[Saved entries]
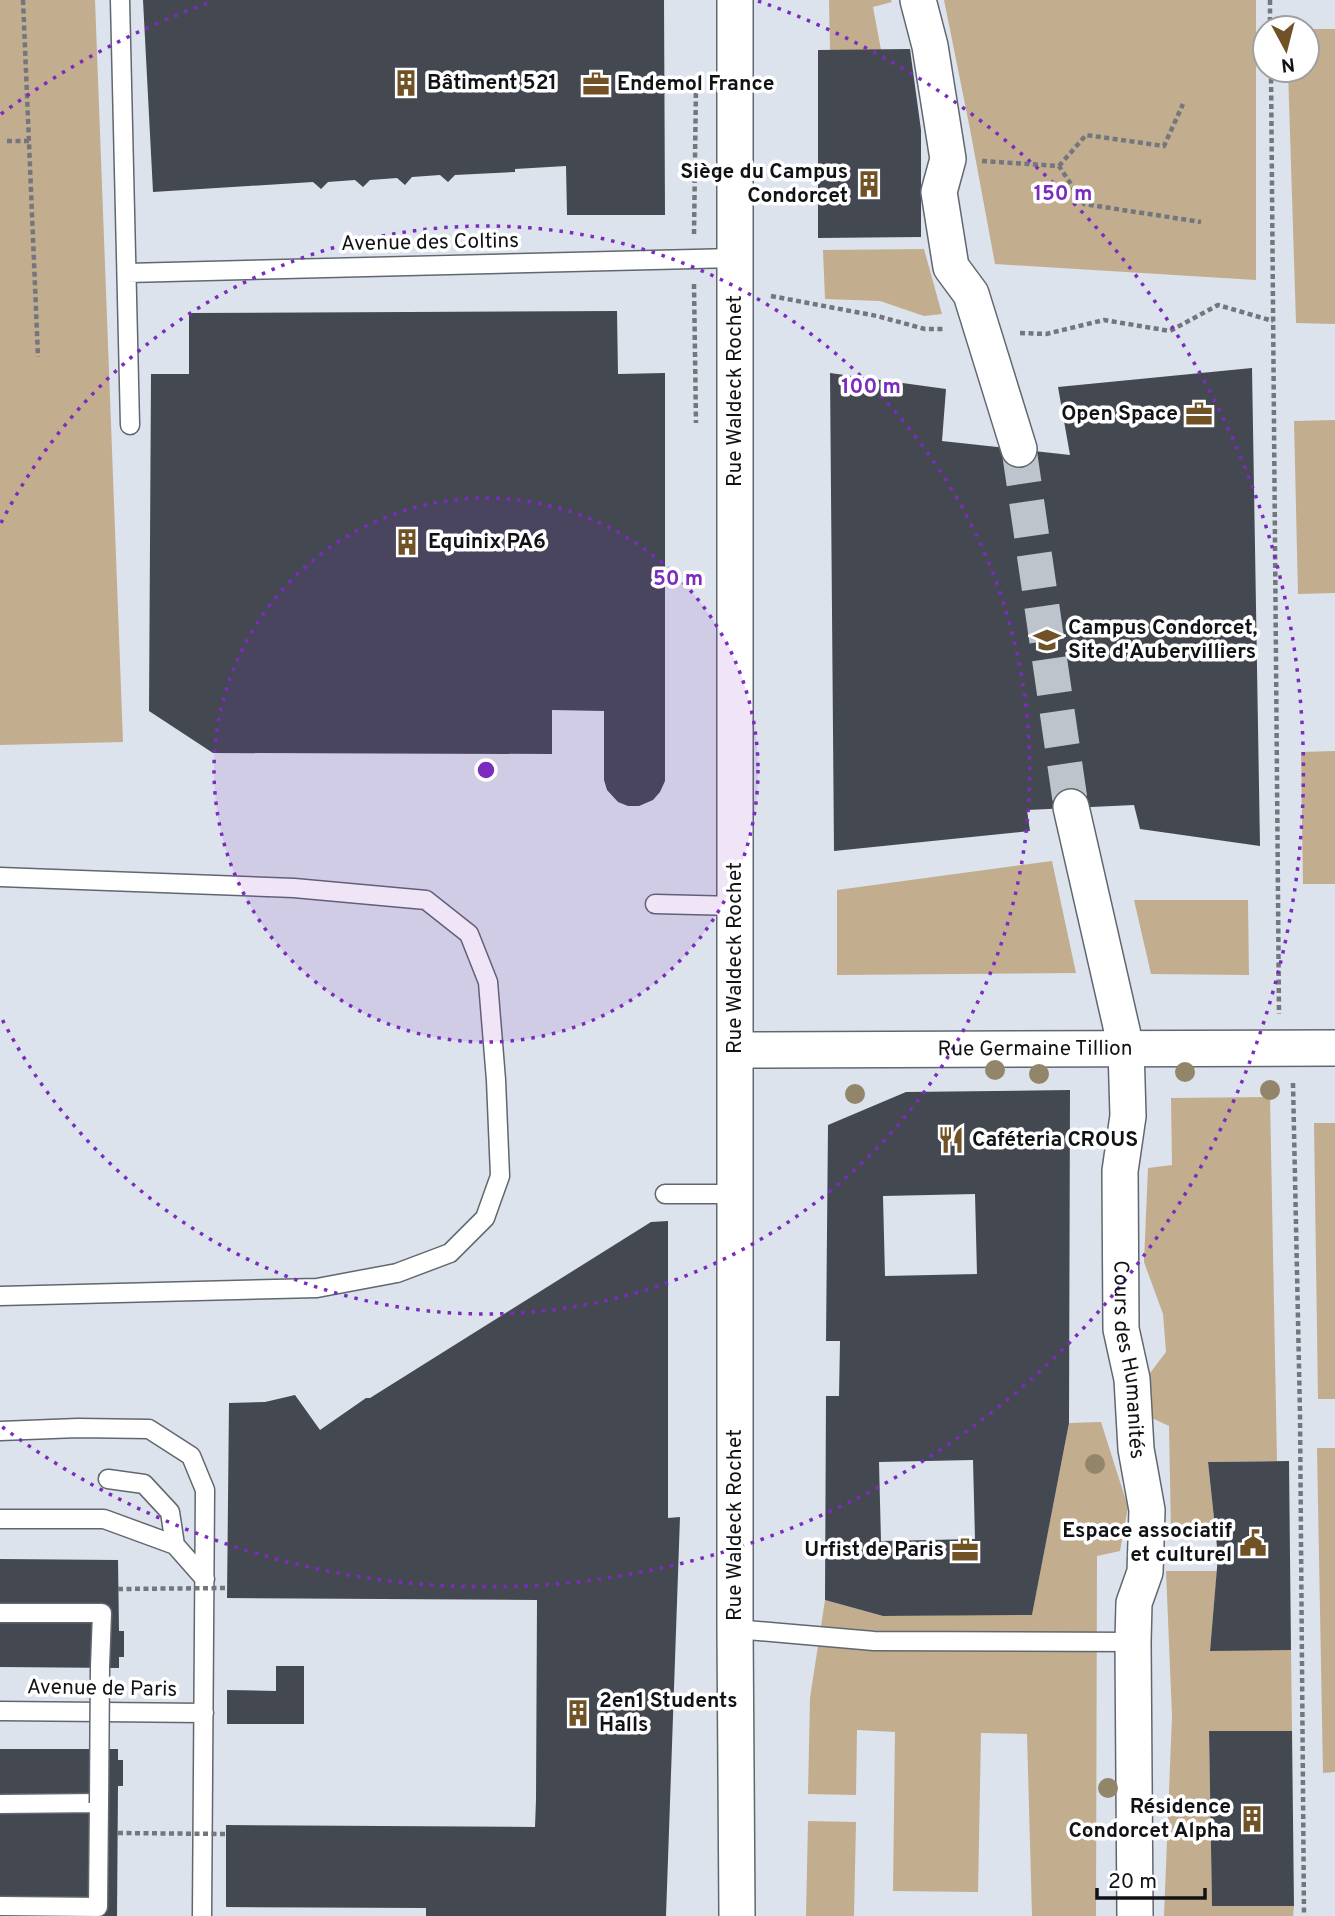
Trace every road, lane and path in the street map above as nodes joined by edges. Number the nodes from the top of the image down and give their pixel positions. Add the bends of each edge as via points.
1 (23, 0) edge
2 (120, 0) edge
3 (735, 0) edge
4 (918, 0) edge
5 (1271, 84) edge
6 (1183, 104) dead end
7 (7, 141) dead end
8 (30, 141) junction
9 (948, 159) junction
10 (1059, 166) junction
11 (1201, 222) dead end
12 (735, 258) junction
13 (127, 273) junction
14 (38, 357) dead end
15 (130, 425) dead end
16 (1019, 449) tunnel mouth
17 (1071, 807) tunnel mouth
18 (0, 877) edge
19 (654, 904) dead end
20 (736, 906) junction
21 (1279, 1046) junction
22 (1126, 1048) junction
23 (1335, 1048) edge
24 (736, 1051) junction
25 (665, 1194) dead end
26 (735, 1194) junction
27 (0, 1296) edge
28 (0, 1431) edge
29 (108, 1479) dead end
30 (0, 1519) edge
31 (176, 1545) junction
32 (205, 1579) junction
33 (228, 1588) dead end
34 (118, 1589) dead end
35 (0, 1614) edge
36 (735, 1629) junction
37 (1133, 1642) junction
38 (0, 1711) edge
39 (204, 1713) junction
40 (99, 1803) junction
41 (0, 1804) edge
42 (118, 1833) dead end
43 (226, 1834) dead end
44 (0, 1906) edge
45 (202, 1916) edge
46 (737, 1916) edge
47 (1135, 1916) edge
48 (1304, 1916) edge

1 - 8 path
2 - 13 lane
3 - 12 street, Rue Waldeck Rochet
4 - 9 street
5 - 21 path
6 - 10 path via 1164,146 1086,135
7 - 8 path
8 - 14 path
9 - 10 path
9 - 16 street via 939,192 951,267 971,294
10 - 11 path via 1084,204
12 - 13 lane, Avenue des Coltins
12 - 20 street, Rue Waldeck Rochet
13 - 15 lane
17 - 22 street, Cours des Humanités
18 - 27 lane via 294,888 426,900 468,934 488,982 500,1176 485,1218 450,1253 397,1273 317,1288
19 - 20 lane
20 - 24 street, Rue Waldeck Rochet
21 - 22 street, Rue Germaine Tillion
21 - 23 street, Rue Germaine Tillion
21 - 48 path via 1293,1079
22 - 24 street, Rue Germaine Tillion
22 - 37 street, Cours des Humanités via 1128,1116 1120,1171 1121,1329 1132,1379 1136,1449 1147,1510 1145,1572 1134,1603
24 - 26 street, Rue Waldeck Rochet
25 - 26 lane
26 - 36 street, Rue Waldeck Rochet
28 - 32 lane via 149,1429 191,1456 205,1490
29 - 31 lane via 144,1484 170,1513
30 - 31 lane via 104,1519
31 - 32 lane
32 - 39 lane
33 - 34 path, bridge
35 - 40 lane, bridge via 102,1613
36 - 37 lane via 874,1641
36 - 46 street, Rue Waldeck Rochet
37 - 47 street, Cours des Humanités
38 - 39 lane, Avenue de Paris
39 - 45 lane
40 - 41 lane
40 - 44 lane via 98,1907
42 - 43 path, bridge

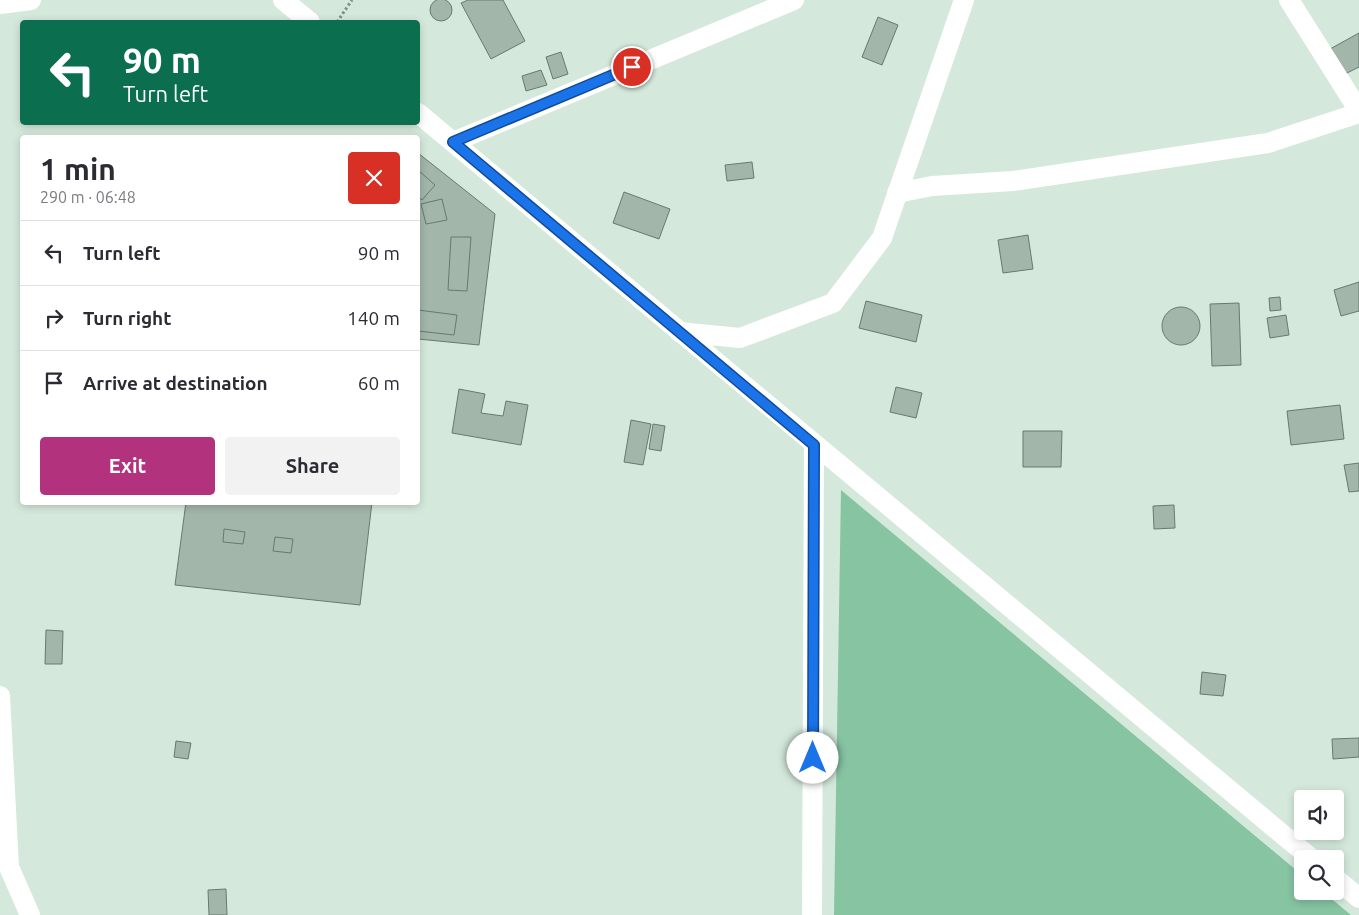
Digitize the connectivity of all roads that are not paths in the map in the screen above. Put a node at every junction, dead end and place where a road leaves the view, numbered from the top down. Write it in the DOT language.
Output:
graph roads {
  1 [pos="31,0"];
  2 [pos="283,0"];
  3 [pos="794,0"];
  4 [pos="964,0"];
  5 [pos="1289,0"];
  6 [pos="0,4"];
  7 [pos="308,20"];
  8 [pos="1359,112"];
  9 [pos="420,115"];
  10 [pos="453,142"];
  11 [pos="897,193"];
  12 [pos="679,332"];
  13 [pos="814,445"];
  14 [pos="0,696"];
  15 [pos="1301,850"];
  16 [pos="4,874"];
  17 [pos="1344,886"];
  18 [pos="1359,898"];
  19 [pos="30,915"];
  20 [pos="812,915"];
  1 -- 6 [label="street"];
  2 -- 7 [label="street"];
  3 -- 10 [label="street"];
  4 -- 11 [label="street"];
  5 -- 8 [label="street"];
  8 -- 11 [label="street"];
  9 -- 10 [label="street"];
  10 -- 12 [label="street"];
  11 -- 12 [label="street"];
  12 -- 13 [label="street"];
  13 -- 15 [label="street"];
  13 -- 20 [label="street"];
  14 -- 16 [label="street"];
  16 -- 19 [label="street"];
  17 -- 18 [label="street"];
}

▶ **ACTION ITEM**
Leaving out any images, restate every record word for word.

▶ **RESPONSE**
Trace every road, lane and path in the street map above as nodes joined by edges. Number the nodes from the top of the image down and give their pixel positions. Add the bends of each edge as via points.
1 (23, 0) edge
2 (120, 0) edge
3 (735, 0) edge
4 (918, 0) edge
5 (1271, 84) edge
6 (1183, 104) dead end
7 (7, 141) dead end
8 (30, 141) junction
9 (948, 159) junction
10 (1059, 166) junction
11 (1201, 222) dead end
12 (735, 258) junction
13 (127, 273) junction
14 (38, 357) dead end
15 (130, 425) dead end
16 (1019, 449) tunnel mouth
17 (1071, 807) tunnel mouth
18 (0, 877) edge
19 (654, 904) dead end
20 (736, 906) junction
21 (1279, 1046) junction
22 (1126, 1048) junction
23 (1335, 1048) edge
24 (736, 1051) junction
25 (665, 1194) dead end
26 (735, 1194) junction
27 (0, 1296) edge
28 (0, 1431) edge
29 (108, 1479) dead end
30 (0, 1519) edge
31 (176, 1545) junction
32 (205, 1579) junction
33 (228, 1588) dead end
34 (118, 1589) dead end
35 (0, 1614) edge
36 (735, 1629) junction
37 (1133, 1642) junction
38 (0, 1711) edge
39 (204, 1713) junction
40 (99, 1803) junction
41 (0, 1804) edge
42 (118, 1833) dead end
43 (226, 1834) dead end
44 (0, 1906) edge
45 (202, 1916) edge
46 (737, 1916) edge
47 (1135, 1916) edge
48 (1304, 1916) edge

1 - 8 path
2 - 13 lane
3 - 12 street, Rue Waldeck Rochet
4 - 9 street
5 - 21 path
6 - 10 path via 1164,146 1086,135
7 - 8 path
8 - 14 path
9 - 10 path
9 - 16 street via 939,192 951,267 971,294
10 - 11 path via 1084,204
12 - 13 lane, Avenue des Coltins
12 - 20 street, Rue Waldeck Rochet
13 - 15 lane
17 - 22 street, Cours des Humanités
18 - 27 lane via 294,888 426,900 468,934 488,982 500,1176 485,1218 450,1253 397,1273 317,1288
19 - 20 lane
20 - 24 street, Rue Waldeck Rochet
21 - 22 street, Rue Germaine Tillion
21 - 23 street, Rue Germaine Tillion
21 - 48 path via 1293,1079
22 - 24 street, Rue Germaine Tillion
22 - 37 street, Cours des Humanités via 1128,1116 1120,1171 1121,1329 1132,1379 1136,1449 1147,1510 1145,1572 1134,1603
24 - 26 street, Rue Waldeck Rochet
25 - 26 lane
26 - 36 street, Rue Waldeck Rochet
28 - 32 lane via 149,1429 191,1456 205,1490
29 - 31 lane via 144,1484 170,1513
30 - 31 lane via 104,1519
31 - 32 lane
32 - 39 lane
33 - 34 path, bridge
35 - 40 lane, bridge via 102,1613
36 - 37 lane via 874,1641
36 - 46 street, Rue Waldeck Rochet
37 - 47 street, Cours des Humanités
38 - 39 lane, Avenue de Paris
39 - 45 lane
40 - 41 lane
40 - 44 lane via 98,1907
42 - 43 path, bridge

Digitize the connectivity of all roads that are not paths in the map in the screen above. Put a node at every junction, dead end and place where a road leaves the view, numbered from the top down. Write it in the DOT language.
Output:
graph roads {
  1 [pos="31,0"];
  2 [pos="283,0"];
  3 [pos="794,0"];
  4 [pos="964,0"];
  5 [pos="1289,0"];
  6 [pos="0,4"];
  7 [pos="308,20"];
  8 [pos="1359,112"];
  9 [pos="420,115"];
  10 [pos="453,142"];
  11 [pos="897,193"];
  12 [pos="679,332"];
  13 [pos="814,445"];
  14 [pos="0,696"];
  15 [pos="1301,850"];
  16 [pos="4,874"];
  17 [pos="1344,886"];
  18 [pos="1359,898"];
  19 [pos="30,915"];
  20 [pos="812,915"];
  1 -- 6 [label="street"];
  2 -- 7 [label="street"];
  3 -- 10 [label="street"];
  4 -- 11 [label="street"];
  5 -- 8 [label="street"];
  8 -- 11 [label="street"];
  9 -- 10 [label="street"];
  10 -- 12 [label="street"];
  11 -- 12 [label="street"];
  12 -- 13 [label="street"];
  13 -- 15 [label="street"];
  13 -- 20 [label="street"];
  14 -- 16 [label="street"];
  16 -- 19 [label="street"];
  17 -- 18 [label="street"];
}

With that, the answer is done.